Simmons turned away in sheer horror of his wicked self, and for a moment thought of washing the tea-things over again by way of discipline. Then he made for the back room, but saw from the landing that the front door was standing open, probably the fault of the child downstairs. Now a front door standing open was a thing that Mrs. Simmons would not abide: it looked low. So Simmons went down, that she might not be wroth with him for the thing when she came back; and, as he shut the door, he looked forth into the street.

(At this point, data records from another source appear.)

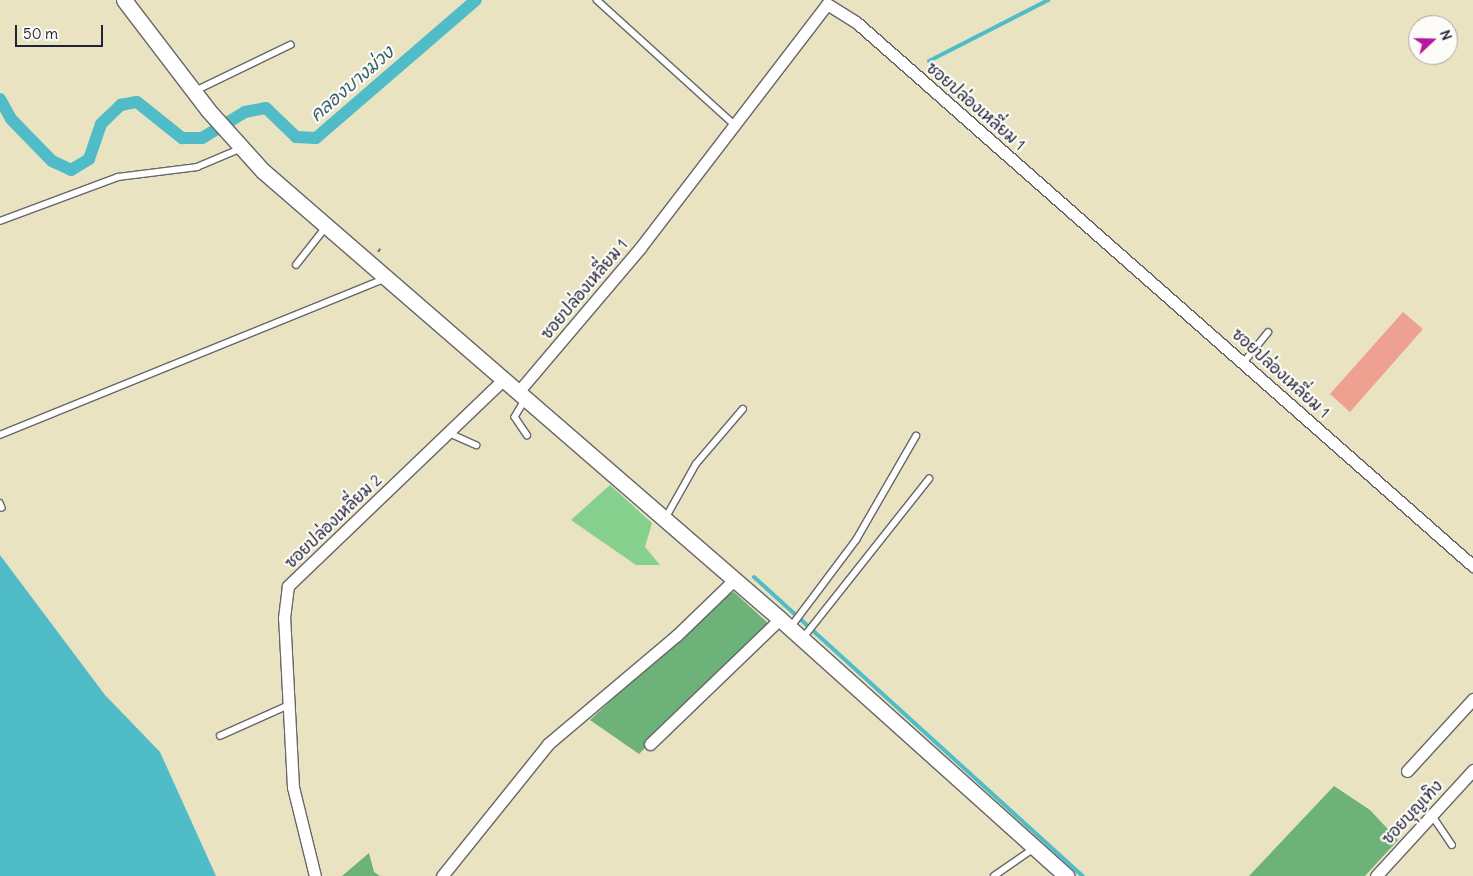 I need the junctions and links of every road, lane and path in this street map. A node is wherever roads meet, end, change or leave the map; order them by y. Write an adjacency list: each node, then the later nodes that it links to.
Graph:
1 (124, 0): 5 (street)
2 (597, 0): 6 (lane)
3 (828, 2): 6 (street, ซอยปล่องเหลี่ยม 1); 13 (street, ซอยปล่องเหลี่ยม 1)
4 (290, 44): 5 (lane)
5 (194, 91): 7 (street)
6 (735, 125): 15 (street, ซอยปล่องเหลี่ยม 1)
7 (238, 144): 8 (lane); 9 (street)
8 (0, 221)
9 (329, 223): 10 (lane); 11 (street)
10 (296, 265)
11 (388, 278): 14 (street); 18 (lane)
12 (1268, 332): 13 (lane)
13 (1244, 362): 24 (street, ซอยปล่องเหลี่ยม 1)
14 (504, 379): 15 (street); 17 (street, ซอยปล่องเหลี่ยม 2)
15 (522, 396): 19 (lane); 23 (street)
16 (743, 409): 23 (lane)
17 (449, 433): 21 (lane); 29 (street, ซอยปล่องเหลี่ยม 2)
18 (0, 435)
19 (528, 435)
20 (916, 436): 26 (lane)
21 (476, 445)
22 (929, 479): 27 (lane)
23 (665, 519): 25 (street)
24 (1473, 566)
25 (734, 580): 26 (street); 38 (street)
26 (785, 624): 27 (street); 31 (street)
27 (802, 639): 36 (street)
28 (1473, 699): 33 (street)
29 (287, 706): 30 (lane); 37 (street, ซอยปล่องเหลี่ยม 2)
30 (220, 736)
31 (650, 744)
32 (1473, 770): 34 (street, ซอยบุญเทิง)
33 (1407, 771)
34 (1432, 814): 35 (lane); 41 (street, ซอยบุญเทิง)
35 (1452, 845)
36 (1034, 848): 39 (lane); 40 (street)
37 (315, 876)
38 (442, 876)
39 (994, 876)
40 (1066, 876)
41 (1376, 876)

A man was loitering on the pavement, and prying curiously about the door. His face was tanned, his hands were deep in the pockets of his unbraced blue trousers, and well back on his head he wore the high-crowned peaked cap, topped with a knob of wool, which is affected by Jack ashore about the docks. He lurched a step nearer to the door, and “Mrs. Ford ain’t in, is she?” he said.
Simmons stared at him for a matter of five seconds, and then said, “Eh?”
“Mrs. Ford as was, then–Simmons now, ain’t it?”
He said this with a furtive leer that Simmons neither liked nor understood.
“No,” said Simmons; “she ain’t in now.”
“You ain’t her ‘usband, are ye?”
“Yus.”
The man took his pipe from his mouth and grinned silently and long. “Blimy,” he said at length, “you look like the sort o’ bloke she’d like,” and with that he grinned again. Then, seeing that Simmons made ready to shut the door, he put a foot on the sill and a hand against the panel. “Don’t be in a ‘hurry, matey,” he said; “I come ‘ere t’ ‘ave a little talk with you, man to man, d’ ye see?” And he frowned fiercely.
Tommy Simmons felt uncomfortable, but the door would not shut, so he parleyed. “Wotjer want?” he asked, “I dunno you.”
“Then, if you’ll excuse the liberty, I’ll interdooce meself, in a manner of speaking.” He touched his cap with a bob of mock humility. “I’m Bob Ford,” he said, “come back out o’ kingdom come so to say. Me as went down with the Mooltan–safe dead five year gone. I come to see my wife.”
During this speech Thomas Simmons’s jaw was dropping lower and lower. At the end of it he poked his fingers up through his hair, looked down at the mat, then up at the fanlight, then out into the street, then hard at his visitor. But he found nothing to say.
“Come to see my wife,” the man repeated. “So now we can talk it over–as man to man.”
Simmons slowly shut his mouth, and led the way upstairs mechanically, his fingers still in his hair. A sense of the state of affairs sank gradually into his brain, and the small devil woke again. Suppose this man was Ford? Suppose he did claim his wife? Would it be a knock-down blow? Would it hit him out?–or not? He thought of the trousers, the tea-things, the mangling, the knives, the kettles, and the windows; and he thought of them in the way of a backslider.